What about unity? Lindsay Southern on Women Bishops legislation

In Sheep's first guest blog, Anglican curate and WATCH member Lindsay Southern challenges the logic behind amendments to the Women Bishops legislation.

'Like all walls, legislation is the lowest
common denominator of relationship.'

What about unity? 

The amendment to clause 5 will not promote unity - it fosters a church within a church where we define ourselves by the theologies on which we disagree, rather than the ones we hold in common, or our shared identity as children of God and heirs of Christ. At best it will allow us to live apart. 
I am old enough to remember the fall of the Berlin Wall, I have lived in Cyprus and walked the green mile and in Northern Ireland where communities lived apart. Like all walls, legislation is the lowest common denominator of relationship, further provision will create additional barriers to working together, to learning to respect difference, to celebrating all that we do hold in common. I suspect it will lead to segregation and ghettoisation within the Church of England.

Provision mutated

When provision was first proposed this was not what was intended.
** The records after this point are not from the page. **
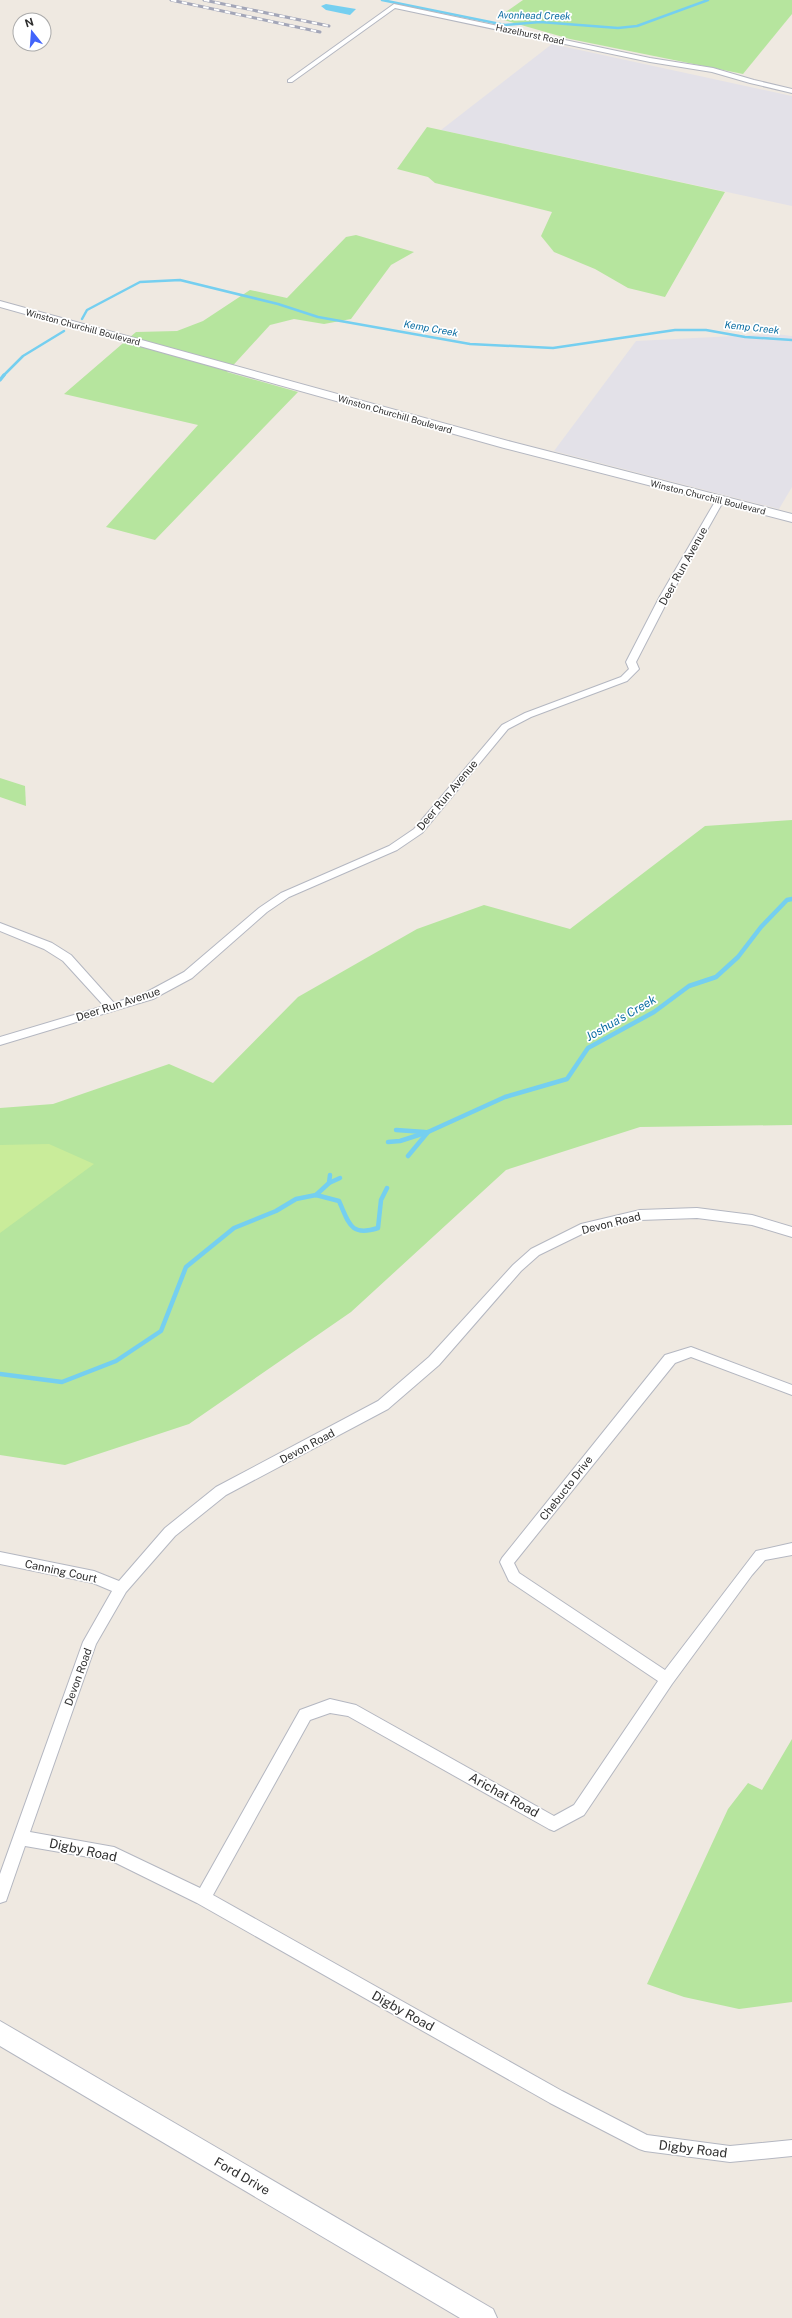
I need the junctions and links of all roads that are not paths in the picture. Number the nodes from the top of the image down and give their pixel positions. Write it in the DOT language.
graph roads {
  1 [pos="290,81"];
  2 [pos="792,91"];
  3 [pos="0,304"];
  4 [pos="720,500"];
  5 [pos="792,518"];
  6 [pos="0,927"];
  7 [pos="111,1006"];
  8 [pos="0,1040"];
  9 [pos="792,1232"];
  10 [pos="792,1390"];
  11 [pos="792,1549"];
  12 [pos="0,1558"];
  13 [pos="121,1588"];
  14 [pos="667,1679"];
  15 [pos="21,1838"];
  16 [pos="0,1896"];
  17 [pos="203,1898"];
  18 [pos="0,2034"];
  19 [pos="792,2148"];
  20 [pos="484,2318"];
  1 -- 2 [label="street, Hazelhurst Road"];
  3 -- 4 [label="main road, Winston Churchill Boulevard"];
  4 -- 5 [label="main road, Winston Churchill Boulevard"];
  4 -- 7 [label="street, Deer Run Avenue"];
  6 -- 7 [label="street"];
  7 -- 8 [label="street, Deer Run Avenue"];
  9 -- 13 [label="street, Devon Road"];
  10 -- 14 [label="street, Chebucto Drive"];
  11 -- 14 [label="street, Arichat Road"];
  12 -- 13 [label="street, Canning Court"];
  13 -- 15 [label="street, Devon Road"];
  14 -- 17 [label="street, Arichat Road"];
  15 -- 16 [label="street, Devon Road"];
  15 -- 17 [label="street, Digby Road"];
  17 -- 19 [label="street, Digby Road"];
  18 -- 20 [label="main road, Ford Drive"];
}
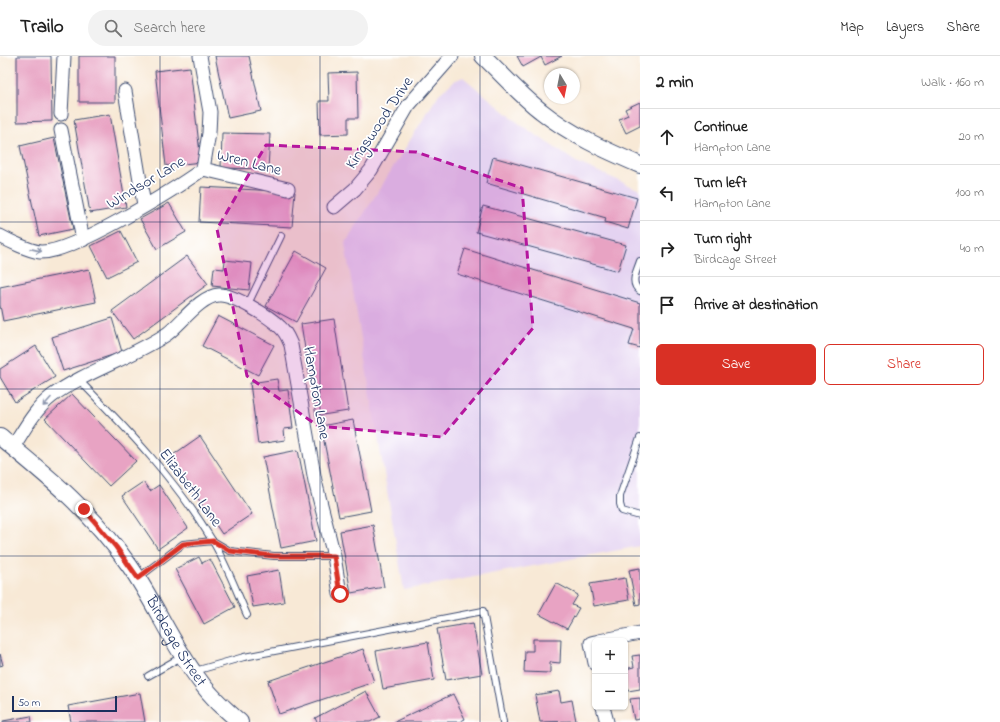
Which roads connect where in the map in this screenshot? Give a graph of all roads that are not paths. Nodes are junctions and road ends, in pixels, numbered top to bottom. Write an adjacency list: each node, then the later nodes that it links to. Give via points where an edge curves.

In 1993 during Synod debates about the Act of Synod the then Bishop of Birmingham Mark Santer said "we must not build walls or dig ditches that people find they cannot cross".

John Hapgood, then Archbishop of York, also said that "what we seek to provide are opportunities and safeguards which we hope will be used in a pastoral rather than a legalistic way so that none of us is trapped in unnecessarily rigid divisions..." and Archbishop Carey in 1993 debates made it clear that there was no intent to set up parallel episcopal jurisdiction stating that the provision was designed to provide appropriate pastoral care "working with and through diocesan bishops" "without undermining the authority of diocesan bishops".

So the legislation we had before us was in keeping with the spirit of the Act of Synod, but the amendment will go far beyond it and create something that our predecessors wished to avoid.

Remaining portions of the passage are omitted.